Yu Hancheng, Zhang Jijuan, Qian Frank, Yao Pang, Xu Kun, Wu Ping, Li Rui, Qiu Zixin, Li Ruyi, Zhu Kai, Li Lin, Geng Tingting, Yu Xuefeng, Li Danpei, Liao Yunfei, Pan An, Liu Gang
Division of Endocrinology, Department of Internal Medicine, Tongji Hospital, Tongji Medical College, Huazhong University of Science and Technology, Wuhan, China.
Department of Nutrition and Food Hygiene, Hubei Key Laboratory of Food Nutrition and Safety, Ministry of Education Key Laboratory of Environment and Health, and State Key Laboratory of Environment Health (Incubating), School of Public Health, Tongji Medical College, Huazhong University of Science and Technology, Wuhan, China.
Diabetes Care. 2025 Mar 1;48(3):381-389. doi: 10.2337/dc24-1696.
Peripheral artery disease (PAD) is a significant complication of type 2 diabetes (T2D), yet the association between plasma proteomics and PAD in people with T2D remains unclear. We aimed to explore the relationship between plasma proteomics and PAD in individuals with T2D, and assess whether proteomics could refine PAD risk prediction.
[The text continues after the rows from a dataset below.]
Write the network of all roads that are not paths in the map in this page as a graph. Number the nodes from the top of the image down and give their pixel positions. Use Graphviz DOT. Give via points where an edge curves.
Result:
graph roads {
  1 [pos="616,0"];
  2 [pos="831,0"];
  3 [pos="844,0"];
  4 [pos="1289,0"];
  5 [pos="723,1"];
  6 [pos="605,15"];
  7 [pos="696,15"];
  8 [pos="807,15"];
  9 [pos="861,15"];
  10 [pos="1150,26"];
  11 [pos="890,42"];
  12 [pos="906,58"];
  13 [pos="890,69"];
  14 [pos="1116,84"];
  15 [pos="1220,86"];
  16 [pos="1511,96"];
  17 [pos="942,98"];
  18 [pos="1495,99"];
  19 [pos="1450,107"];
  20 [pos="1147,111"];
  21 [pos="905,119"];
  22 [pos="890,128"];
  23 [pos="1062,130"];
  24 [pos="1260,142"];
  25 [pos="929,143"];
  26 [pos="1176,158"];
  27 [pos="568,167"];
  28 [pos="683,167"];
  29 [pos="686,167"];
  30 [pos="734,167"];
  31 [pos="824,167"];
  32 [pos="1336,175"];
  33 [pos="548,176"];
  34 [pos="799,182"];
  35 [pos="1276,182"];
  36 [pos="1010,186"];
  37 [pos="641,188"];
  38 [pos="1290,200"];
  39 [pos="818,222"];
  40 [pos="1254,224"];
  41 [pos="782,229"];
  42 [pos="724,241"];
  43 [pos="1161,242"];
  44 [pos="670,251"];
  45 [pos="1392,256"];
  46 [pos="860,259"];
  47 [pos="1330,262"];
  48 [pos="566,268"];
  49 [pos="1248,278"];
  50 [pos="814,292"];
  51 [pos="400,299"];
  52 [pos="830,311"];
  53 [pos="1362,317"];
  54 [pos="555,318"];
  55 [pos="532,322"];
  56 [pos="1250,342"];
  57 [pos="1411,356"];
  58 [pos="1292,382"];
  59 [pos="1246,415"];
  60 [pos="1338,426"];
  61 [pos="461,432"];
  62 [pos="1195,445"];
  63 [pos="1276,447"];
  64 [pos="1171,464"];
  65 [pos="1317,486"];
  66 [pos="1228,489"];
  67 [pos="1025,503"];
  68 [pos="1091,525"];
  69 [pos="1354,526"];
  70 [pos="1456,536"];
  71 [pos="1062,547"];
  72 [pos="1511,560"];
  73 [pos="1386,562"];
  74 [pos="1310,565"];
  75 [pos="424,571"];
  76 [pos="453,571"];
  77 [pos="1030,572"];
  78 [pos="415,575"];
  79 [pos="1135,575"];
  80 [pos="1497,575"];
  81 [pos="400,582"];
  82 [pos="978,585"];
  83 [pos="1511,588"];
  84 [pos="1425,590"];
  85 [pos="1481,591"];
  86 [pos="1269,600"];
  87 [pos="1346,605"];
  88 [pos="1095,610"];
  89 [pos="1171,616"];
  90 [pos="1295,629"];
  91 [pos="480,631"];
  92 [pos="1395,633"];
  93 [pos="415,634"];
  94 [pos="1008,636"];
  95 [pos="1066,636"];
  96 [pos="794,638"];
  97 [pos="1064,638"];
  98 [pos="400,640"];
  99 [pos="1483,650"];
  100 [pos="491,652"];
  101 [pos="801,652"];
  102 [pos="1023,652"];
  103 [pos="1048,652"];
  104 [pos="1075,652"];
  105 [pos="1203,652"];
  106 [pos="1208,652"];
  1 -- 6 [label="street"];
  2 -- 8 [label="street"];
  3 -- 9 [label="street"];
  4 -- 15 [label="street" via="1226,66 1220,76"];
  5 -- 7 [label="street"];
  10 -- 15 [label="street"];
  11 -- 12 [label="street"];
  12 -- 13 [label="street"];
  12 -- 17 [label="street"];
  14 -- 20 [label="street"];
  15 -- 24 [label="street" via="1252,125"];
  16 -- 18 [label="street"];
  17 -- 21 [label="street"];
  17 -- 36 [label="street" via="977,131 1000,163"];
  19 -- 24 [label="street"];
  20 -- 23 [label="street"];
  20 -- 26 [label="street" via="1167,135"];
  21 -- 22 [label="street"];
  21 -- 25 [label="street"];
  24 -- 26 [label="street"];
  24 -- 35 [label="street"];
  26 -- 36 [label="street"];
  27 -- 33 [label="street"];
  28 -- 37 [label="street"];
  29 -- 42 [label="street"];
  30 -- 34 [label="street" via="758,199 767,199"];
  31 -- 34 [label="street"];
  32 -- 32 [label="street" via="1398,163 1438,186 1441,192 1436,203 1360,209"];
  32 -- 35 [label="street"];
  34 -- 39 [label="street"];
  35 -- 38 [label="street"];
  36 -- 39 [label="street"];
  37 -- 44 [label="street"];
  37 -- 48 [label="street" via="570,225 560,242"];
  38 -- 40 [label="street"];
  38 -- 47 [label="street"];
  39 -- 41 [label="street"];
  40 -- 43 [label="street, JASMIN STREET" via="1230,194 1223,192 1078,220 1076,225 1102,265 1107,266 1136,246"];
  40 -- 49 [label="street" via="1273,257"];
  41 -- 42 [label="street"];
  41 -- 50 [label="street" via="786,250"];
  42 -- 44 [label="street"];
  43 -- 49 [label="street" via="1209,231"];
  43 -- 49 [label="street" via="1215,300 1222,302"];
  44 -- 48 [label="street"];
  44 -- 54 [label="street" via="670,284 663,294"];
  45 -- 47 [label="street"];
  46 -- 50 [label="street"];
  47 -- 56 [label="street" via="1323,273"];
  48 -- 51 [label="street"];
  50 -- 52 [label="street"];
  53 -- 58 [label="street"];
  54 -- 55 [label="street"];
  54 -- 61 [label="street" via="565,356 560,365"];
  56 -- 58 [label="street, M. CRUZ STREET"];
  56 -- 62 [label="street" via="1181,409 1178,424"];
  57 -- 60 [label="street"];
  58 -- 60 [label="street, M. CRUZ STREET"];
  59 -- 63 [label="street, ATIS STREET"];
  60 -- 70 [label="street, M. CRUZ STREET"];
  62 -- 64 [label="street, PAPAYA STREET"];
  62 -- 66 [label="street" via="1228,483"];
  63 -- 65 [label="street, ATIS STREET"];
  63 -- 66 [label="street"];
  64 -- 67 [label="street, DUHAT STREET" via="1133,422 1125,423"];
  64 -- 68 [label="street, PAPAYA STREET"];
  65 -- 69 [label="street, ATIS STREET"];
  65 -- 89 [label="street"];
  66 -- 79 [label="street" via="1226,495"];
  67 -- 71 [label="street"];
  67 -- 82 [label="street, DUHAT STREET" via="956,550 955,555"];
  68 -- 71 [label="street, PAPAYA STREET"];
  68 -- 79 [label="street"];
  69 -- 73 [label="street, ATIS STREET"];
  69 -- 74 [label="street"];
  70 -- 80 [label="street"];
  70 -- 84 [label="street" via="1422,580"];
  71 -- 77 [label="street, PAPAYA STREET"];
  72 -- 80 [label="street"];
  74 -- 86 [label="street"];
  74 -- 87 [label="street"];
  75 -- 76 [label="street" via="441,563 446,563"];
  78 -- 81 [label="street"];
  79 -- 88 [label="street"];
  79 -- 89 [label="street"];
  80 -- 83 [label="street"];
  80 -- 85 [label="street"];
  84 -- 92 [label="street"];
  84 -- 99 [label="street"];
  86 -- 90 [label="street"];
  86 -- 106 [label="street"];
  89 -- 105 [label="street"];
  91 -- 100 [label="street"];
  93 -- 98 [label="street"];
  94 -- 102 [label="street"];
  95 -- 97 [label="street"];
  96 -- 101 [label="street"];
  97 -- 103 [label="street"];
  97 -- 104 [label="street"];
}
This cohort study included 1,859 individuals with T2D from the UK Biobank. Multivariable-adjusted Cox regression models were used to explore associations between 2,920 plasma proteins and incident PAD. Proteins were further selected as predictors using least absolute shrinkage and selection operator (LASSO) penalty. Predictive performance was assessed using Harrell's C-index, time-dependent area under the receiver operating characteristic curve, continuous/categorical net reclassification improvement, and integrated discrimination improvement.
Over a median follow-up of 13.2 years, 157 incident PAD cases occurred. We observed 463 proteins associated with PAD risk, primarily involved in pathways related to signal transduction, inflammatory response, plasma membrane, protein binding, and cytokine-cytokine receptor interactions. Ranking by P values, the top five proteins associated with increased PAD risk included EDA2R, ADM, NPPB, CD302, and NPC2, while BCAN, UMOD, PLB1, CA6, and KLK3 were the top five proteins inversely associated with PAD risk. Incorporating 45 LASSO-selected proteins or a weighted protein risk score significantly enhanced PAD prediction beyond clinical variables alone, reaching a maximum C-index of 0.835.
This study identified plasma proteins associated with PAD risk in individuals with T2D. Adding proteomic data into the clinical model significantly improved PAD prediction.
外周动脉疾病(PAD)是2型糖尿病(T2D)的一种重要并发症,但T2D患者血浆蛋白质组学与PAD之间的关联仍不清楚。我们旨在探讨T2D个体血浆蛋白质组学与PAD之间的关系,并评估蛋白质组学是否可以优化PAD风险预测。
这项队列研究纳入了来自英国生物银行的1859名T2D患者。采用多变量调整的Cox回归模型探讨2920种血浆蛋白与PAD发病之间的关联。使用最小绝对收缩和选择算子(LASSO)惩罚进一步选择蛋白质作为预测因子。使用Harrell氏C指数、受试者工作特征曲线下的时间依赖性面积、连续/分类净重新分类改善和综合辨别改善来评估预测性能。
在中位随访13.2年期间,发生了157例PAD新发病例。我们观察到463种与PAD风险相关的蛋白质,主要涉及与信号转导、炎症反应、质膜、蛋白质结合和细胞因子-细胞因子受体相互作用相关的途径。按P值排序,与PAD风险增加相关的前五种蛋白质包括EDA2R、ADM、NPPB、CD302和NPC2,而BCAN、UMOD、PLB1、CA6和KLK3是与PAD风险呈负相关的前五种蛋白质。纳入45种经LASSO选择的蛋白质或加权蛋白质风险评分显著增强了仅基于临床变量的PAD预测,最高C指数达到0.835。
本研究确定了T2D个体中与PAD风险相关的血浆蛋白。将蛋白质组学数据添加到临床模型中可显著改善PAD预测。